さらに、オープン特別で注目したいのが前走アイビーS(L)に出走していた馬。17年以降のホープフルSでは、前走アイビーS組が5頭出走し1勝2着1回3着1回。複勝率60%と高くなっていることは覚えておきたいところです。
そんなホープフルSで、はたしてAIはどういった結論に至ったのか。早速ですが、AIに弾き出された注目馬をご紹介します。
◆前走で能力の高さは証明済み
今週のホープフルSでAIが本命に抜擢したのは、上位人気が予想されるアンドゥーリルでした。
週初の本命候補にも挙がっていた本馬ですが、最終追い切りや枠順発表後もその評価に変化はなく、AIも太鼓判を推しているようです。
アンドゥーリルの母は中内田厩舎所属で、21年の中京記念(GIII)を制したアンドラステ。厩舎ゆかりの血統と言えます。その血統背景から本馬も新馬戦は芝1600mに出走。ここでは上がり最速の脚を使うも前残りの展開に泣かされ2着。次走も芝1600mの未勝利に出走。直線は大外から楽に先頭へ立つと、そのまま後続とのリードを広げて5馬身差で圧勝しています。
前走のアイビーS(L)は芝1800mへの距離延長。戦前には距離を課題に挙げていましたが、レースでは全く問題なし。レースを見る限り、道中の折り合いはスムーズでしたし、直線も追ってからしっかりと脚を使っていました。最後まで脚色は鈍りませんでしたし結果、内容ともに言うことなし。
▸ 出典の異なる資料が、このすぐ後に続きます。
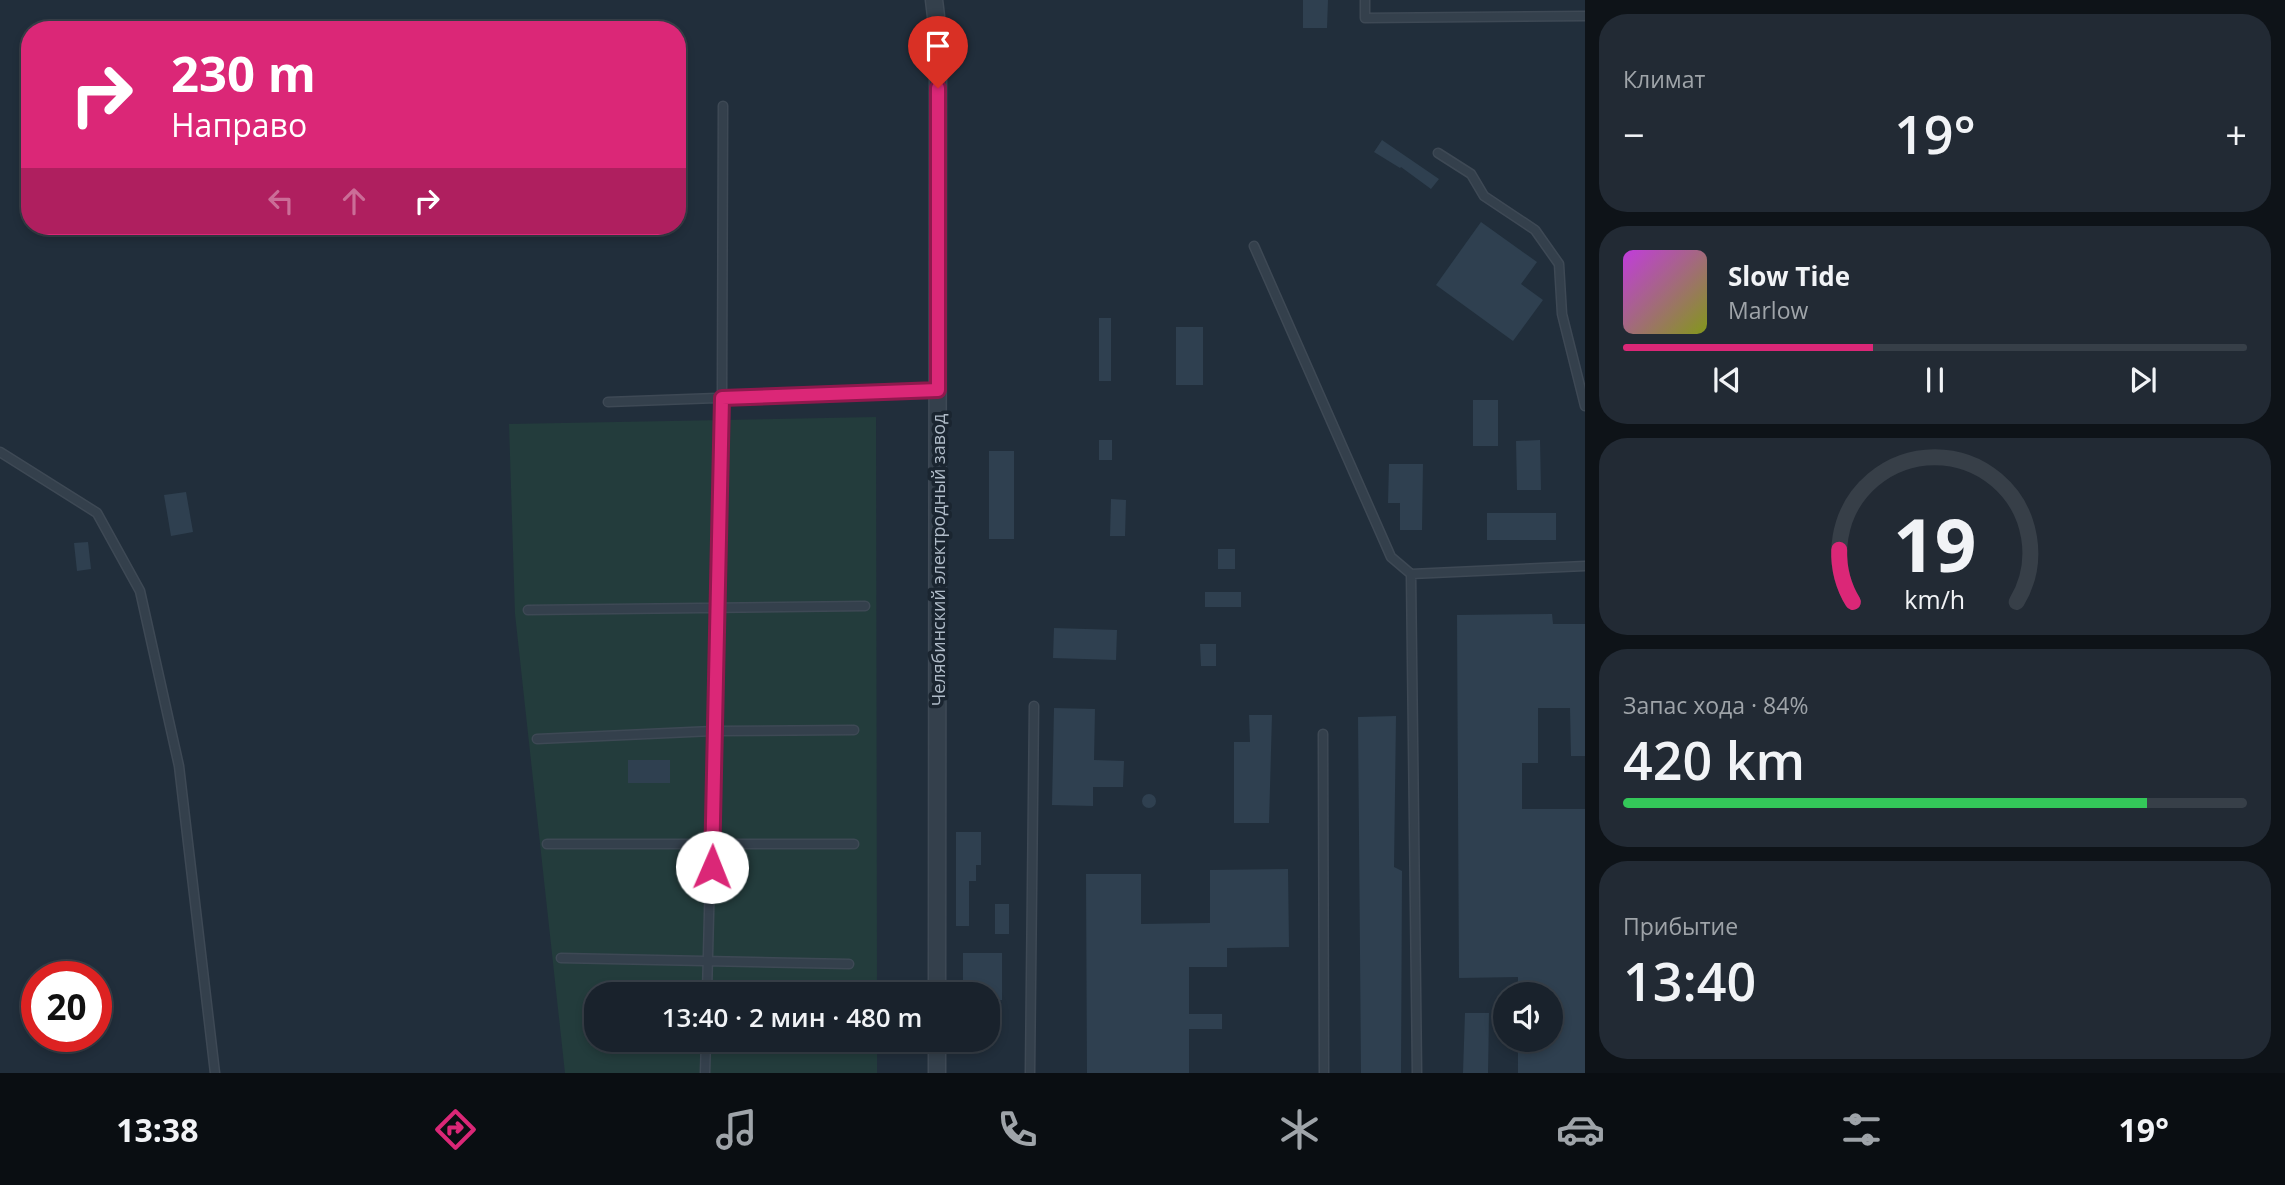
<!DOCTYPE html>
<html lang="ru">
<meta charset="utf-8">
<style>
:root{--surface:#19222c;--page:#222a34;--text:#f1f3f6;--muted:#9fa4a9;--line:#373f48;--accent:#db2777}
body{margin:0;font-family:"Open Sans",sans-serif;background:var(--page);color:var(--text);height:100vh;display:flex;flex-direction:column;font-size:26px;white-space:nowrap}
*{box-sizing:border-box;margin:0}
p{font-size:23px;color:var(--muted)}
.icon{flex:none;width:38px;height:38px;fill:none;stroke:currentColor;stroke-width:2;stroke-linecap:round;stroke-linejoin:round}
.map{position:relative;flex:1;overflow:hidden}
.side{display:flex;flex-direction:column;gap:14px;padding:14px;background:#0e1318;width:700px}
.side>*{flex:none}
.banner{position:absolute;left:21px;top:21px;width:665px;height:214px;border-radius:28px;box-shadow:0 4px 10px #0003,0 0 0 2px var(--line);background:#db2777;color:#fff;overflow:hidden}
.controls{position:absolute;left:1493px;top:982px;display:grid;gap:14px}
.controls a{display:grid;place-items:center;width:70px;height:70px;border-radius:50%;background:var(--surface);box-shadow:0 4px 10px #0003,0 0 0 2px var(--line);font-size:35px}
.speed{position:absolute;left:21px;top:961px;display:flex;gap:14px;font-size:35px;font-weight:700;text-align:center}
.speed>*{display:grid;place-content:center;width:91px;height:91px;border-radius:50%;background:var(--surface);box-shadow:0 4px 10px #0003,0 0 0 2px var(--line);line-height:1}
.speed .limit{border:10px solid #d22;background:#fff;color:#111}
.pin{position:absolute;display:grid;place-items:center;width:60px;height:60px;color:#fff;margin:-72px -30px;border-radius:50% 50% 50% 0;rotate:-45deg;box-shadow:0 0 7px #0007}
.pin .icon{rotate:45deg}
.me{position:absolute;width:77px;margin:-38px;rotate:1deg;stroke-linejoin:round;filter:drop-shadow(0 0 5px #0008)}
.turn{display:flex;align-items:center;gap:24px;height:147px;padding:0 35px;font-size:32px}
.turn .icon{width:91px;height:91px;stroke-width:2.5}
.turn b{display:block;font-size:49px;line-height:60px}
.lanes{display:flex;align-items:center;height:66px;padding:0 35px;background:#0003;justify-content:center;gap:35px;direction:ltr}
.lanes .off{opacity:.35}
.big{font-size:52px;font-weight:600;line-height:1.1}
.side .tile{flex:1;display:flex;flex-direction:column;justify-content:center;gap:10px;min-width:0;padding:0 24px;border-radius:28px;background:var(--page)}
.side .dial{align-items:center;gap:0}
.dial svg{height:182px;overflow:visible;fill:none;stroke:var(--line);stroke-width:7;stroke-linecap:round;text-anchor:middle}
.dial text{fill:var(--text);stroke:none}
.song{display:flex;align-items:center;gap:21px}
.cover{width:84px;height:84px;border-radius:10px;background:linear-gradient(135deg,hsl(290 70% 55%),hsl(70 70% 35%))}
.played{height:7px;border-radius:4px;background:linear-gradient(90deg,var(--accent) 40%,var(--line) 40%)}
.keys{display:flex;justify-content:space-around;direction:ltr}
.heat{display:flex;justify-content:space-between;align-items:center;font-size:38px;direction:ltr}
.charge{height:10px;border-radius:5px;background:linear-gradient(90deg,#34c759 84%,var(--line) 0)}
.trip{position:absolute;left:584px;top:982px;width:416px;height:70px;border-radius:28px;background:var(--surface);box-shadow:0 4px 10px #0003,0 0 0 2px var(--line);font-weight:600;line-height:70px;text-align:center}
.dock{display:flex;height:112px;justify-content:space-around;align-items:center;background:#0a0e12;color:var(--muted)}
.dock .icon{width:49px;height:49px}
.dock .on{color:var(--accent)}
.dock b{font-size:32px;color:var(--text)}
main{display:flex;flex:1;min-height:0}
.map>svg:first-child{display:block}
.green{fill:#233c3c}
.building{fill:#2f4050}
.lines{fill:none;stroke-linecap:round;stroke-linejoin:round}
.service-casing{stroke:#3e4955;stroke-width:11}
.minor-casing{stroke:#3e4955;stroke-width:19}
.service{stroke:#34404c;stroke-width:8}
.minor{stroke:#34404c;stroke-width:16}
.route-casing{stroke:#8e194d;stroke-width:18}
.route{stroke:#db2777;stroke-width:12}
.labels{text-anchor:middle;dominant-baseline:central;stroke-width:7;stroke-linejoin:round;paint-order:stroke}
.street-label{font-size:18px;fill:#afbbc8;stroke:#1a2530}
</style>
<main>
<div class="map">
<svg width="1585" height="1073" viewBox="0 0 1585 1073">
<rect width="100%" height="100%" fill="#212e3b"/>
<!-- green -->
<path class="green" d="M 876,417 L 877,994 L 597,994 L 597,1040 L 877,1040 L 877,1073 L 565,1073 L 515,614 L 509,424 Z"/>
<!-- building -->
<path class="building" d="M 1303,0 L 1328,0 L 1327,28 L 1303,28 Z
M 1382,140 L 1439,179 L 1431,189 L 1401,167 L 1400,168 L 1374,152 Z
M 1481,222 L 1537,262 L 1521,284 L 1543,300 L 1513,341 L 1436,285 Z
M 1099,318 L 1111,318 L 1111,381 L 1099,381 Z
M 1176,327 L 1203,327 L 1203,385 L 1176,385 Z
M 1473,400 L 1498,400 L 1498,446 L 1473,446 Z
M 1099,440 L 1112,440 L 1112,460 L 1099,460 Z
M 1540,440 L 1541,490 L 1517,490 L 1516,441 Z
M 989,451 L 1014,451 L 1014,539 L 989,539 Z
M 1389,464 L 1423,464 L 1422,530 L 1400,530 L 1400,503 L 1388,503 Z
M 186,492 L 193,532 L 171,536 L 164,495 Z
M 1111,499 L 1126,500 L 1125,536 L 1110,536 Z
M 1487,513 L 1556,513 L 1556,540 L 1487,540 Z
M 88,542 L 91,569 L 77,571 L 74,543 Z
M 1218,549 L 1235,549 L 1235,569 L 1218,569 Z
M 1205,592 L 1241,592 L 1241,607 L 1205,607 Z
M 1552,614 L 1553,624 L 1585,624 L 1585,756 L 1571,756 L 1570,708 L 1538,708 L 1538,763 L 1522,763 L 1522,809 L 1585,809 L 1585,1073 L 1518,1073 L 1518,1040 L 1550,1040 L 1550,994 L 1518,994 L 1518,977 L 1459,978 L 1457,615 Z
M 1054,628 L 1117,630 L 1116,660 L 1053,658 Z
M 1200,644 L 1216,644 L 1216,666 L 1201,666 Z
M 1054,708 L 1095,709 L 1094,760 L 1124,761 L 1123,787 L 1093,787 L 1093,806 L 1052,805 Z
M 1249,715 L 1272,715 L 1269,823 L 1234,823 L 1234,742 L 1250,742 Z
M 1396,716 L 1394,867 L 1402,871 L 1401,1073 L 1361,1073 L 1358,717 Z
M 628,760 L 670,760 L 670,783 L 628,783 Z
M1142 801a7 7 0 1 1 14 0a7 7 0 1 1-14 0Z
M 956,832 L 981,832 L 981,865 L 976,865 L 976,881 L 969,881 L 969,926 L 956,926 Z
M 1288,869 L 1289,947 L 1227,948 L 1227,967 L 1189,967 L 1189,1014 L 1222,1014 L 1222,1029 L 1189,1029 L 1189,1073 L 1087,1073 L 1086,874 L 1141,874 L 1141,924 L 1210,923 L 1210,870 Z
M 995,904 L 1009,904 L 1009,934 L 995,934 Z
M 963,953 L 1002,953 L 1002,1000 L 989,1000 L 989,994 L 963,994 Z
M 1465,1013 L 1489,1013 L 1488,1073 L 1463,1073 Z"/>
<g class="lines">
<!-- service casing -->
<g class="service-casing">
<path id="service" d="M 1365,0 L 1365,18 L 1585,16
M 1438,153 L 1471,174 L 1484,196 L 1535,230 L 1559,264 L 1562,314 L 1585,406
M 1254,246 L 1391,557 L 1411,574 L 1585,566
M 608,402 L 938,390
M 0,452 L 97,513 L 140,591 L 179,766 L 215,1073
M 1411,574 L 1417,1073
M 528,610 L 865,606
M 1323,734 L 1324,1073
M 537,739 L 713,731 L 854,730
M 547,844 L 854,844
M 561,958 L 849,964
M 707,994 L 722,398 L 723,106
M 705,1073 L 706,1040
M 1030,1073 L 1034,706"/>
</g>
<!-- minor casing -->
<g class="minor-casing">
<path id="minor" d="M 934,0 L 938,33 L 937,994
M 937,1073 L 937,1040"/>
</g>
<!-- service -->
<use href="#service" class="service"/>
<!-- minor -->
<use href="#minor" class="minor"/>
</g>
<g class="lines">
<!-- route casing -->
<g class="route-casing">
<path id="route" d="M 712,867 L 722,398 L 938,390 L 938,88"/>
</g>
<!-- route -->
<use href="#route" class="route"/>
</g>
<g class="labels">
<!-- street labels -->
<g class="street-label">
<text transform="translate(938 560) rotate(-90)">Челябинский электродный завод</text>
</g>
</g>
</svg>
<div class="controls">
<a><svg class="icon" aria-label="sound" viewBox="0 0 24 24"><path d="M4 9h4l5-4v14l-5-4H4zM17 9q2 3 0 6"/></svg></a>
</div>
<div class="speed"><div class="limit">20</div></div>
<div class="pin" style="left:938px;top:88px;background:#d93025"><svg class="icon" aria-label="arrive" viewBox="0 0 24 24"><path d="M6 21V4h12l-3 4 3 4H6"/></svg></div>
<svg class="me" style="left:712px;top:867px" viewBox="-20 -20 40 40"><circle r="19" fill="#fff"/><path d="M0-13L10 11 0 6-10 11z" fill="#db2777"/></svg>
<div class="trip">13:40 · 2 мин · 480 m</div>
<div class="banner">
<div class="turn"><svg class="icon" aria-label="right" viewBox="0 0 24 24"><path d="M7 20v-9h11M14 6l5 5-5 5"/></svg><div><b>230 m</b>Направо</div></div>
<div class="lanes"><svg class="icon off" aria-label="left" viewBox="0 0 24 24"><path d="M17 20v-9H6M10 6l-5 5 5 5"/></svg><svg class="icon off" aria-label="ahead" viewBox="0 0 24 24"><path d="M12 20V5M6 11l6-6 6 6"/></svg><svg class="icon" aria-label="right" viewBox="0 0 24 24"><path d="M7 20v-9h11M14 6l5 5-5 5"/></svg></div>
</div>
</div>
<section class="side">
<div class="tile"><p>Климат</p>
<div class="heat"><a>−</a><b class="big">19°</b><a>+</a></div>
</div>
<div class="tile">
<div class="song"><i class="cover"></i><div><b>Slow Tide</b><p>Marlow</p></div></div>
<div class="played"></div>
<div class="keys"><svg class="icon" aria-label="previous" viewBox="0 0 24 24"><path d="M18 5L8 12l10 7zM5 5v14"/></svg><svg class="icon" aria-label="pause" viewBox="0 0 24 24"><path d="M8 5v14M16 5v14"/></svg><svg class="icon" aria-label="next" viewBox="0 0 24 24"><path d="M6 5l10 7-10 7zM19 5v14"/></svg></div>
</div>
<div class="tile dial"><svg viewBox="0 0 100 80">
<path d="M14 69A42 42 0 1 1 86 69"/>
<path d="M14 69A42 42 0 0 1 8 46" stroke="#db2777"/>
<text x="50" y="56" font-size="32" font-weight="700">19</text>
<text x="50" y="72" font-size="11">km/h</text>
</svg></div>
<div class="tile"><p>Запас хода · 84%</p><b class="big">420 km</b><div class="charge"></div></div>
<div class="tile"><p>Прибытие</p><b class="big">13:40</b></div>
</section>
</main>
<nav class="dock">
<b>13:38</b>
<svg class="icon on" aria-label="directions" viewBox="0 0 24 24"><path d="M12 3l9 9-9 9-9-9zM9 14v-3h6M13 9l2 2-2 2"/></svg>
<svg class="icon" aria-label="music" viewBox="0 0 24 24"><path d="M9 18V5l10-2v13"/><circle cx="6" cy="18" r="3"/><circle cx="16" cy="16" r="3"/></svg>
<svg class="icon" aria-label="phone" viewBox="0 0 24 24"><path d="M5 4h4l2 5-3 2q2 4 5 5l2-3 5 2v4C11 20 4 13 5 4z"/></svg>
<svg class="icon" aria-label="climate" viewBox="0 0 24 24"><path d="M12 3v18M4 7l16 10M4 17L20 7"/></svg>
<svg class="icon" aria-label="car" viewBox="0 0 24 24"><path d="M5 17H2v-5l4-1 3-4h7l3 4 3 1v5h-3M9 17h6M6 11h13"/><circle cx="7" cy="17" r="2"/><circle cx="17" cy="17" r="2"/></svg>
<svg class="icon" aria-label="filters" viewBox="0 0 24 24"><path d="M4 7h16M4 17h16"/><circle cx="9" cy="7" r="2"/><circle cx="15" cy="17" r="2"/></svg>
<b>19°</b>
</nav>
この時のメンバーを見ると2着アートバーゼル、3着モノポリオは良血で今後の活躍に期待ができる馬。4着馬は札幌2歳S(GIII)で3着だったスマートプリエールですから、メンバーレベルも高かった一戦。そのレースを余力十分の内容で勝つのですから、アンドゥーリルのポテンシャルも相当なモノがありそうです。
仕上がりに関しても1週前追い切りが古馬1勝クラスとの併せ馬であっさりと先着。道中は相手を大きく追走する形でしたが、直線手前で追いつくとそこからあっという間に突き放して、きっちりと先着。追ってからの反応も上々。最終追い切りは坂路を単走。雨の影響で重たくなった馬場を力強い脚取りで駆け上がっていましたし、状態面も申し分なさそうです。
前走で関東までの長距離輸送も経験していますし、特に不安な材料はなさそうです。ホープフルSでの枠順も6枠12番で内の馬の出方を見ながら運べるのはプラスになりそうですし、リズムよく走れれば自然と勝ち負けになるのではないでしょうか。